→ WHAT THE TASK REQUIRES
Report the number of lines in the data below where the string "Avenue" shows up, and only that number.

====== INPUT RECORDS

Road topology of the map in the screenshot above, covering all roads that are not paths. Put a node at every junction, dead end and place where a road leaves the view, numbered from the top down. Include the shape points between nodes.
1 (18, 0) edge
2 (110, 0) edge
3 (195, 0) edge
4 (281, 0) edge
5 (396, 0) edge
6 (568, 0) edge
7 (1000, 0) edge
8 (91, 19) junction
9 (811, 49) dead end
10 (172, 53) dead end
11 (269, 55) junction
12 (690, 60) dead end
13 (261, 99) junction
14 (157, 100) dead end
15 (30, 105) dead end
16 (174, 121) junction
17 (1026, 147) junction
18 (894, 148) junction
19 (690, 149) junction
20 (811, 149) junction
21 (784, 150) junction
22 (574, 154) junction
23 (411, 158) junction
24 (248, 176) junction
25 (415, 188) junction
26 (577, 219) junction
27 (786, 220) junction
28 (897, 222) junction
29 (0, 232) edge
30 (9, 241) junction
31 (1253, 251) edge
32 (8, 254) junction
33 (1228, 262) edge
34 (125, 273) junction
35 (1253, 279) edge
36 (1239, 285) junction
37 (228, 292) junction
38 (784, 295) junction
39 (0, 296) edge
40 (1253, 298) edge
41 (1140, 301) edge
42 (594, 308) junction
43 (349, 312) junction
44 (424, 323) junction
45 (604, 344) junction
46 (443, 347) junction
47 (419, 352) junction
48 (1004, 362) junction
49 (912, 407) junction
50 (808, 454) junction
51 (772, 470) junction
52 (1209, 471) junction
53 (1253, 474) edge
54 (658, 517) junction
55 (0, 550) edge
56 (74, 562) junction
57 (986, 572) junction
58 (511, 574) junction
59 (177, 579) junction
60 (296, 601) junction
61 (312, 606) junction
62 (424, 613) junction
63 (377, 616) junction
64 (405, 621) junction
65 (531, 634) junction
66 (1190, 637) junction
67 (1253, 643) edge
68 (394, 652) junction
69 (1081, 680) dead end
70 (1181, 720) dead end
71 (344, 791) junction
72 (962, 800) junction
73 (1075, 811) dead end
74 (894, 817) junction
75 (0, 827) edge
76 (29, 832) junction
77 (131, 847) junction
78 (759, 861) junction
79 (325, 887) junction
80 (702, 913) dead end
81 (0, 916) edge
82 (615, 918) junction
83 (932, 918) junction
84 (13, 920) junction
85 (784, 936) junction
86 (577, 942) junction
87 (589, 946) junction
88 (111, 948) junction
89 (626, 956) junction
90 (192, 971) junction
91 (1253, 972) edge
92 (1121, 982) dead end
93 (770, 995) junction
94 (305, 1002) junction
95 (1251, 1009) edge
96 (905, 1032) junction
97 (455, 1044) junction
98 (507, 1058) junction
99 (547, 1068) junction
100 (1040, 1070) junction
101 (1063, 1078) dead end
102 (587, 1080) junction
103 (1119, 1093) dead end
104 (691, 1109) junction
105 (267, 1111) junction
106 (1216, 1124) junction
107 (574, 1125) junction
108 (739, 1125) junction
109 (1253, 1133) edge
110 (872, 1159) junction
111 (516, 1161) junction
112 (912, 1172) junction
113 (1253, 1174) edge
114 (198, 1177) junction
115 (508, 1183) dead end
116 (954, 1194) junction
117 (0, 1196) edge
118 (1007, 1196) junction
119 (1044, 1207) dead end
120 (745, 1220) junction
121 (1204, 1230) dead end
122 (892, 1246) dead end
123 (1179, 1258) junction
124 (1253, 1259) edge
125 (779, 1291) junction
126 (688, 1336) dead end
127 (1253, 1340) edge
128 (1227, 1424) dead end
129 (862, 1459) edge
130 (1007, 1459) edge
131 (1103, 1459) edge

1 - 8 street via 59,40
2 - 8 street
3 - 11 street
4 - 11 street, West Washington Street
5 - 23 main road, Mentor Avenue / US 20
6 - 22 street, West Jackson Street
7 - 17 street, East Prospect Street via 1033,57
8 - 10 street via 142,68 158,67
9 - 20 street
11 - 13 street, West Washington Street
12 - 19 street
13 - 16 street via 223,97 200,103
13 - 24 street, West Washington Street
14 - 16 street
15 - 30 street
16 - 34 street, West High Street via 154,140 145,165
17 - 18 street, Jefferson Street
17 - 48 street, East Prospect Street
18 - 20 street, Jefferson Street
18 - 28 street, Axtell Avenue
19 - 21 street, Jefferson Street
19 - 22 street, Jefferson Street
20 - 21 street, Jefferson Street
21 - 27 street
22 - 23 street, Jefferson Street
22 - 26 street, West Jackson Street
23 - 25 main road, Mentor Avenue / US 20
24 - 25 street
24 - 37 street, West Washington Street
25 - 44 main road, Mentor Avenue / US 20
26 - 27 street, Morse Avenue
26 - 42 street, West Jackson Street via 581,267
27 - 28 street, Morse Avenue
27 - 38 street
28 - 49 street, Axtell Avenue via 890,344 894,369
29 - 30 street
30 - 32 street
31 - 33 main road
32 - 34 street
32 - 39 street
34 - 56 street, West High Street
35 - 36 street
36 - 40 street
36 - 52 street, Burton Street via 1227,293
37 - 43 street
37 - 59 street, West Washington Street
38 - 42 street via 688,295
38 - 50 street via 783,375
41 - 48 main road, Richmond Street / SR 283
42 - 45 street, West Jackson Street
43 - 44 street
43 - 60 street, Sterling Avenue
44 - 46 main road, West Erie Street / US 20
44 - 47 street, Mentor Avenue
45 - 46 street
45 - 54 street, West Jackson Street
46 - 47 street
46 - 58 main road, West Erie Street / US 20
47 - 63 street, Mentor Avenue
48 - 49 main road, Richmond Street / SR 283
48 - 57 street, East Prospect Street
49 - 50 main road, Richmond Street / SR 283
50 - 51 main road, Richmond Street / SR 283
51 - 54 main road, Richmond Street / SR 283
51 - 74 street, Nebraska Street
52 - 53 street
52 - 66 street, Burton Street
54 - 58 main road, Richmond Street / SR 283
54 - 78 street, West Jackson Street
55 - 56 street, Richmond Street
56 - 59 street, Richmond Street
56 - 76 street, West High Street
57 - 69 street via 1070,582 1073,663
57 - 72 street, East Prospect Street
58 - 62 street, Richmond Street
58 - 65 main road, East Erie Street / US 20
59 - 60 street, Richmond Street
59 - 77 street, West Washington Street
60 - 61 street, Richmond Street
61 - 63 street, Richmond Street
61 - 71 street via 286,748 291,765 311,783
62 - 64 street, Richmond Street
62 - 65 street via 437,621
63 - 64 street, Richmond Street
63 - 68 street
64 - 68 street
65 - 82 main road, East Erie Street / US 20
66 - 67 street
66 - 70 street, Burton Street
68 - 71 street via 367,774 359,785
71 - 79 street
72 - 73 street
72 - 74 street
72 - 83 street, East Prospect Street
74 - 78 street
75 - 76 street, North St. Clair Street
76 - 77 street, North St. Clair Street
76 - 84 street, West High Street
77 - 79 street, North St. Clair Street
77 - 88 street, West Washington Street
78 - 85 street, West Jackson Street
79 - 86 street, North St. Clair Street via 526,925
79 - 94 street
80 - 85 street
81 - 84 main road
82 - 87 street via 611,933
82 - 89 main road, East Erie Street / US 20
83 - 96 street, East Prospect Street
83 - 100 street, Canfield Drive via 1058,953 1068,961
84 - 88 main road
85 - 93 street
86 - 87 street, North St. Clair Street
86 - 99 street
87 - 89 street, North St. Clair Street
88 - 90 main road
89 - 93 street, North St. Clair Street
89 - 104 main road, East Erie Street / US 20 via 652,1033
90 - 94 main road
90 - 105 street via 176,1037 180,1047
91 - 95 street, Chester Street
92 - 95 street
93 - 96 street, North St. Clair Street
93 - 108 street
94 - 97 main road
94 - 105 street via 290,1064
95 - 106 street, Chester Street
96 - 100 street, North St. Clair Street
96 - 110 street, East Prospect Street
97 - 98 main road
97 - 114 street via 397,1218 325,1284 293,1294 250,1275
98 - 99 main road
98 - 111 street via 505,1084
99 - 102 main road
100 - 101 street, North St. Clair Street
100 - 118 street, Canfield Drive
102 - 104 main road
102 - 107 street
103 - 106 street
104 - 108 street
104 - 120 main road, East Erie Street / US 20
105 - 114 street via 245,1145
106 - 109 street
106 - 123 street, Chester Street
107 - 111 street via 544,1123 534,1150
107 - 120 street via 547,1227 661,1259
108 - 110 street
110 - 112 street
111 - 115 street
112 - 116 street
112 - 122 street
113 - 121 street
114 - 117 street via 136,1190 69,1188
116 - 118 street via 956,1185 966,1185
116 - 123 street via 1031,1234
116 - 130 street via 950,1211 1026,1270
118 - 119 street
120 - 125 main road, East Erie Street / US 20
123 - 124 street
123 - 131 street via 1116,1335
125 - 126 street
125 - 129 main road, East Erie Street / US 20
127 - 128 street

============

→ EXPECTED OUTPUT
10